0.75 cup cooked brown lentils (~130g)

0.5 cup cooked quinoa (~92g)

1 cup roasted broccoli (~150g)

100g crispy baked tofu

0.25 cup shelled edamame (~38g)

1 teaspoon olive oil

1 teaspoon lemon juice

1 teaspoon smoked paprika

1 teaspoon garlic powder

PREPARATION

  • 1

    Preheat your oven to 400°F (200°C).

  • 2

    In a bowl, toss the drained cooked brown lentils with olive oil, smoked paprika, garlic powder, and a pinch of salt.
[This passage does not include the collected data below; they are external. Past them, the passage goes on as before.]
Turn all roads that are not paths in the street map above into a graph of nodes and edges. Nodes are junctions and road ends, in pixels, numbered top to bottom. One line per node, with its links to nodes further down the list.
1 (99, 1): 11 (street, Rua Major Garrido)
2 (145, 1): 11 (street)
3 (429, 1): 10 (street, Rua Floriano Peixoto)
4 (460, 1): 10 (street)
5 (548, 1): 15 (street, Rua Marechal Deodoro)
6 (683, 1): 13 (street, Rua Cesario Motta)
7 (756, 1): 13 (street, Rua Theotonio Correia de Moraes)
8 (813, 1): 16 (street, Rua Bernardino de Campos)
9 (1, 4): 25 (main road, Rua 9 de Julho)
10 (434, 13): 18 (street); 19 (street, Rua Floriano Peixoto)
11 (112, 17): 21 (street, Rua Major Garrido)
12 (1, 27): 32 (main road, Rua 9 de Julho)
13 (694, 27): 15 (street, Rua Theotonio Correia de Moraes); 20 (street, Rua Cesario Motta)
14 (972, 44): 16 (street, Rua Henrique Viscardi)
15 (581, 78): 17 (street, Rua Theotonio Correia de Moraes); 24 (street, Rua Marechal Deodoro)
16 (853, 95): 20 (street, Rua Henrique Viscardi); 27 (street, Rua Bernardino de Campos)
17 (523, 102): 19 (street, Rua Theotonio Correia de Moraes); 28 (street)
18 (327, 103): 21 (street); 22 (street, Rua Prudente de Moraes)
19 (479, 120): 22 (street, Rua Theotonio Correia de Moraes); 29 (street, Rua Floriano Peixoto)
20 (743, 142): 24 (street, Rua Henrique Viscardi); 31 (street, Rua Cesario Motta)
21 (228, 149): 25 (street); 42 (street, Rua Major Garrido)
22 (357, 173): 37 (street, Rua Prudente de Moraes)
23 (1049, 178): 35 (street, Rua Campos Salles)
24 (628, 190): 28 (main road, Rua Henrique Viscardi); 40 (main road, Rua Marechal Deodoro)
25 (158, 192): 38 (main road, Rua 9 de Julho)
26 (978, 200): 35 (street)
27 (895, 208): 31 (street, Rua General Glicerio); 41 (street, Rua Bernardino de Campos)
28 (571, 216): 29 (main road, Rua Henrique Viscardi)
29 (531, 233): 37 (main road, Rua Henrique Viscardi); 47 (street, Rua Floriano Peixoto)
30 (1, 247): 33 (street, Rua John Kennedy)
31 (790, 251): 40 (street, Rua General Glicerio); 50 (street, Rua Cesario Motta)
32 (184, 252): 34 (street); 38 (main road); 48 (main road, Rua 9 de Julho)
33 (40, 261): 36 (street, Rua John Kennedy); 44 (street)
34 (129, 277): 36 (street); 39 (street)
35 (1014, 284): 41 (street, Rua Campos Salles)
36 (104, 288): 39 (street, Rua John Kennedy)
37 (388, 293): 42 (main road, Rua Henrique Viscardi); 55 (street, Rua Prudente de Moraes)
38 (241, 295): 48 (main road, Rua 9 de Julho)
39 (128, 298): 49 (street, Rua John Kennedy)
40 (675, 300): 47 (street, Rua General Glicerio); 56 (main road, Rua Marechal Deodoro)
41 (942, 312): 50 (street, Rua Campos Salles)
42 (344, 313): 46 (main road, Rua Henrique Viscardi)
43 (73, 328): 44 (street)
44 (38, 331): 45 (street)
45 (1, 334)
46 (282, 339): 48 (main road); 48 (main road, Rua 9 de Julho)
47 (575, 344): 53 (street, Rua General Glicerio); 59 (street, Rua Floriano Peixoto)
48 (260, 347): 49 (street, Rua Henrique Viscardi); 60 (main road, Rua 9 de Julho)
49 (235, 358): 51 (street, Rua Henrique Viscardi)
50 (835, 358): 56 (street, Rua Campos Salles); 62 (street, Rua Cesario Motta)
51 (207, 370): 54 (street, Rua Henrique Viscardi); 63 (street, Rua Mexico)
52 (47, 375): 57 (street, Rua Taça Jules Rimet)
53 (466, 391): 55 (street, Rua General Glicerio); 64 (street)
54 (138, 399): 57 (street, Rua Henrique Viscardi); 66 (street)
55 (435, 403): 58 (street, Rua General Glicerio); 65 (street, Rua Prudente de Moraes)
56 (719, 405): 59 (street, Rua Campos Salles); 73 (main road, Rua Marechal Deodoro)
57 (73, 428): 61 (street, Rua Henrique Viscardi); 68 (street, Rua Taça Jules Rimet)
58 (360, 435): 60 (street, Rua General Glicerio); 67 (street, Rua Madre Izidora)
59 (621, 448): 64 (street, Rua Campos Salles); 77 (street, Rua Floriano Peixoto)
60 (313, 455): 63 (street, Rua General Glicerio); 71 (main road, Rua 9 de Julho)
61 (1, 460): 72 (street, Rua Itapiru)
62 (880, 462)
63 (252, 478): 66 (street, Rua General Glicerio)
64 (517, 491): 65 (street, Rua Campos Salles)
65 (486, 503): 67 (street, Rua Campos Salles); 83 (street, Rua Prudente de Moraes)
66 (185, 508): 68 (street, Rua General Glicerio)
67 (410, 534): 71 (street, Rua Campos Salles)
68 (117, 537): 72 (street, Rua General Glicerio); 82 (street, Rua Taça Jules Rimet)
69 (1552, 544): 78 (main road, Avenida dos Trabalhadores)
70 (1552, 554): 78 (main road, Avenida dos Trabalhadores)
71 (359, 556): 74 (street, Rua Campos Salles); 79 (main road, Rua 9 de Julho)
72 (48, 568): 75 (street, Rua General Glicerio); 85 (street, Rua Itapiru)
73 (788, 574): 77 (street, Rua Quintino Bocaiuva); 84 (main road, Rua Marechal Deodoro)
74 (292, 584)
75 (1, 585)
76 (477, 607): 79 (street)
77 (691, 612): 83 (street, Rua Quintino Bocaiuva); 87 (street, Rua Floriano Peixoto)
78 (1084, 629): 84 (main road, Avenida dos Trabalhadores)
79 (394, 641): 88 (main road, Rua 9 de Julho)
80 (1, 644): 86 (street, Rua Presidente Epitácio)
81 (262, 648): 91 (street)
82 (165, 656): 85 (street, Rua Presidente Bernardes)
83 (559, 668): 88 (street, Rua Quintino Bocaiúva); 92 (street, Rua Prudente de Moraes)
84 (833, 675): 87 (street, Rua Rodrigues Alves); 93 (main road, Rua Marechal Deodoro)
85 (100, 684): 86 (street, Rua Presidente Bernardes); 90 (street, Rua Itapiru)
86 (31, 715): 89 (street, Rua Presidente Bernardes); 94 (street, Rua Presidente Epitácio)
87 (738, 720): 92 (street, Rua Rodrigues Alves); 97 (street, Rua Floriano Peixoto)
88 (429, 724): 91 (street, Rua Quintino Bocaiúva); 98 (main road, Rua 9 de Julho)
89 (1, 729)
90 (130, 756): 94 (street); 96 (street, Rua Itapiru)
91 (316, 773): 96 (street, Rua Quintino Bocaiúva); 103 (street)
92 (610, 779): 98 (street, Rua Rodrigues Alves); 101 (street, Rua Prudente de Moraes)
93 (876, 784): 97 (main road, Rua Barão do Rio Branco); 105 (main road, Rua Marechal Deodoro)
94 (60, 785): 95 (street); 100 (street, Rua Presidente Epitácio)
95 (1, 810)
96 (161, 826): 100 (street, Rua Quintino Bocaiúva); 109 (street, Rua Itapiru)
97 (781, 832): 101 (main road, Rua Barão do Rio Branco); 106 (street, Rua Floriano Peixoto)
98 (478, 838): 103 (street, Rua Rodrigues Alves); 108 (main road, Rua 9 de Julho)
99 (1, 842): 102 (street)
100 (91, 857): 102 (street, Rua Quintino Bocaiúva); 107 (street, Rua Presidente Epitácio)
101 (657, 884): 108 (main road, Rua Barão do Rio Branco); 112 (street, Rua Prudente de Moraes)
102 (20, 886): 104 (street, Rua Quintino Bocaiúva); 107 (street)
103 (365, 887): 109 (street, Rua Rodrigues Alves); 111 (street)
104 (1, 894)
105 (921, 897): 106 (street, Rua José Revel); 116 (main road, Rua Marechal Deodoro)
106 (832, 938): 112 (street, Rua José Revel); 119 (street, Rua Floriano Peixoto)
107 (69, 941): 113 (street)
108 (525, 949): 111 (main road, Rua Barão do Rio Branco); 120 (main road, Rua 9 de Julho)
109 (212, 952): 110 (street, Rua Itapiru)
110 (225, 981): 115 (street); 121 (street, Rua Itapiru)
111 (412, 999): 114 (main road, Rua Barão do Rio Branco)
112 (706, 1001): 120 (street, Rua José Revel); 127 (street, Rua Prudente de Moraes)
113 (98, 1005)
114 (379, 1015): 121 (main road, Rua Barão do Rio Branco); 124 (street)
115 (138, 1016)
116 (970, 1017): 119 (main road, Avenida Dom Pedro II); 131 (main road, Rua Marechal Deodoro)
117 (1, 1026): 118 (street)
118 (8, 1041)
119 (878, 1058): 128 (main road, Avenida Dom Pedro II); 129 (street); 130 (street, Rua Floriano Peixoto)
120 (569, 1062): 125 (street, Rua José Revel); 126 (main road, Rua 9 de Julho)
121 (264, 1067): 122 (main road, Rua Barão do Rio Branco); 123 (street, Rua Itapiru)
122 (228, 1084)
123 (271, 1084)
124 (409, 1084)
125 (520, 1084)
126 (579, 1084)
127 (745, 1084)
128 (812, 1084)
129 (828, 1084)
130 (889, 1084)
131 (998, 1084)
Spread them on a baking sheet to roast until they become crispy, about 15-20 minutes.

  • 3

    Meanwhile, prepare the tofu by pressing out excess moisture. Cut it into cubes, toss lightly with a bit of olive oil, salt, and a pinch of smoked paprika, and arrange on a separate baking sheet. Bake for about 20-25 minutes until edges are golden and crispy.

  • 4

    While the lentils and tofu are in the oven, toss the broccoli florets with a small drizzle of olive oil and a bit of salt. Roast in the oven for about 15 minutes until tender and lightly charred.

  • 5

    Cook quinoa according to package instructions if not pre-cooked.

  • 6

    Steam or boil shelled edamame for 3-4 minutes, then drain.

  • 7

    In a bowl, combine the roasted crispy lentils, cooked quinoa, roasted broccoli, crispy tofu cubes, and edamame.

  • 8

    Drizzle with lemon juice and adjust salt and pepper to taste. Toss gently to combine all ingredients.

  • 9

    Serve warm and enjoy this nutrient-packed, crispy vegan power bowl.